The book was one of those that claims to confront the various spurious bits of advice that teachers get thrown at them and respond to them with the facts! There is nothing wrong with this in principle, of course, but there are certain assumptions that hide behind the facts that makes them “facts”. The bit that I took issue with concerned groupwork. The author commented on how teachers are always told that encouraging students to work in groups is a good thing. He wanted to reassure teachers that this was not true. The evidence, he claimed was that groupwork was not beneficial to learning, and so teachers should not be worried if they didn’t do much of it.

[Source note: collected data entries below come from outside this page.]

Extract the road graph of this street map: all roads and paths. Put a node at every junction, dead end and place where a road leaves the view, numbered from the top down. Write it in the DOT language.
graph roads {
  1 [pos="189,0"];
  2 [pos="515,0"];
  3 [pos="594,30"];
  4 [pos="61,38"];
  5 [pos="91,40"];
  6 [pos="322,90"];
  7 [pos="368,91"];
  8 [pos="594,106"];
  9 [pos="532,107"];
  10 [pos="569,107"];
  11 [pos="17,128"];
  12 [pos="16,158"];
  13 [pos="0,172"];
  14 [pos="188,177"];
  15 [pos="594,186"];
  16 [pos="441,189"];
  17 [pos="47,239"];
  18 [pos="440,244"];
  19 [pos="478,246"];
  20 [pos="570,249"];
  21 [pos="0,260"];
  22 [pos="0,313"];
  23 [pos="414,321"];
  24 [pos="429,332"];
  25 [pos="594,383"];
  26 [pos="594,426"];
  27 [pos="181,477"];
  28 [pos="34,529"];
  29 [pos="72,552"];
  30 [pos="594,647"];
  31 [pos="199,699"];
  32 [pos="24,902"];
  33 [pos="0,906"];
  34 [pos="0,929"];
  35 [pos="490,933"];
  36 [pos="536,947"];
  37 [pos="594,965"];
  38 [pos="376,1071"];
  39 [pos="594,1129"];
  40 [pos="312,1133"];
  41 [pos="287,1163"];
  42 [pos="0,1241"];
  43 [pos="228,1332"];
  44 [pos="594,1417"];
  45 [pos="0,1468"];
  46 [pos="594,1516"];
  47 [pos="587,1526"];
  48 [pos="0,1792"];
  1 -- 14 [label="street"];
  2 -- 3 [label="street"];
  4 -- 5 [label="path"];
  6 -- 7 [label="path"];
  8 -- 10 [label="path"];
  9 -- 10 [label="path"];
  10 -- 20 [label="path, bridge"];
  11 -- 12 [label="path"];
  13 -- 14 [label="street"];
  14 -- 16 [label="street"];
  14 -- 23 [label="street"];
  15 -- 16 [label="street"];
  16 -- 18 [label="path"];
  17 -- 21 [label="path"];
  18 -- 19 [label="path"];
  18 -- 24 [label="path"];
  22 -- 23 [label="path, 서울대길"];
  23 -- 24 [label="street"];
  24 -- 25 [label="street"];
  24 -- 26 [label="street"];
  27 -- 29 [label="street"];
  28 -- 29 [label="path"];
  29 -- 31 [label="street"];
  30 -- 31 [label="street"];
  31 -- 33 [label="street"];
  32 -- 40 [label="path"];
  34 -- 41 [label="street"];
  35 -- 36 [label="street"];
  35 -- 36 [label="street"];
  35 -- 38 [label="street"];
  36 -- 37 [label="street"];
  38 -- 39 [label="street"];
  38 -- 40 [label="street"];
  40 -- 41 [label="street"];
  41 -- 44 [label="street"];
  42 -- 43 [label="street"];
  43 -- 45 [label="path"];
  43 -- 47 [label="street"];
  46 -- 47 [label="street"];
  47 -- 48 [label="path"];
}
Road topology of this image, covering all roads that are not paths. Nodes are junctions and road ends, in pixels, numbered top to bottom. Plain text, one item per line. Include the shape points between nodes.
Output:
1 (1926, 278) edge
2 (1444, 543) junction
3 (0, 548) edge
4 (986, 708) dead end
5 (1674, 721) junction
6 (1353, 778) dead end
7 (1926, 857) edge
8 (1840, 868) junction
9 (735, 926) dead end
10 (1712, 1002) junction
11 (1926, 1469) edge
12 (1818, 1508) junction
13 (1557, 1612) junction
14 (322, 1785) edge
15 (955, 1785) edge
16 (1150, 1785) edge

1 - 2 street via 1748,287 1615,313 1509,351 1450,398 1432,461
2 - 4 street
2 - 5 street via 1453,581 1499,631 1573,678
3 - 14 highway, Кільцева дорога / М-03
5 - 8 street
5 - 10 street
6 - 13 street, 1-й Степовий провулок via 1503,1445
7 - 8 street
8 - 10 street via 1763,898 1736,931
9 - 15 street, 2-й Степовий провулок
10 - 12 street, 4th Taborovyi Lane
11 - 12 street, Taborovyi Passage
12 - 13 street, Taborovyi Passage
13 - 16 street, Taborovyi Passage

This argument goes even further in some quarters, where it is pointed out that the level of what students do as a group is often lower than when they work individually. It is also pointed out that genuine assessment is difficult with a group because you cannot often ascertain what a particular individual has contributed to the collective. Some students end up doing most of the work and others do very little. This last one often comes from parents, always the parents of the children who do all the work curiously. They will point out how hard their child is working, and how their marks are reduced due to the lack of effort from others, and that their child is probably being held back by all this groupwork nonsense. Strangely the child in question is often particularly gifted as well.
So, with all this stacked up against it, why would anyone want kids to learn in a group? The short answer is to ask “What if the thing you actually wanted them to learn is the skill of collaboration?” Seen through this lens, all the evidence that indicates that groupwork doesn’t work, that you can’t assess it and kids don’t do it very well, indicates that you should be doing more of it and teaching them how to do it rather than avoiding it.
The thing is that we know collaboration is important, probably more important than whatever it is that the kids are collaborating over. In nearly all walks of life working in a team or a group is a key to success. If you ask potential employers what they want their future employees to be able to do, collaboration, or working effectively in a team, always comes up high on the list. (See this report.) OK, there are the occasional Picassos and Einsteins, but they are outnumbered by Jobs and Wozniak, Lennon and McCartney, Crick and Watson and Marks and Spencer (!). As humans we are social animals. Doing stuff with others is a large part of what makes us human. At school, we should be teaching that in all parts of the curriculum, not just on the football team or in the orchestra.
So we should actively teach collaboration, and equip our students with the skills to turn a dysfunctional collaborative group into a high functioning one. How do we do this?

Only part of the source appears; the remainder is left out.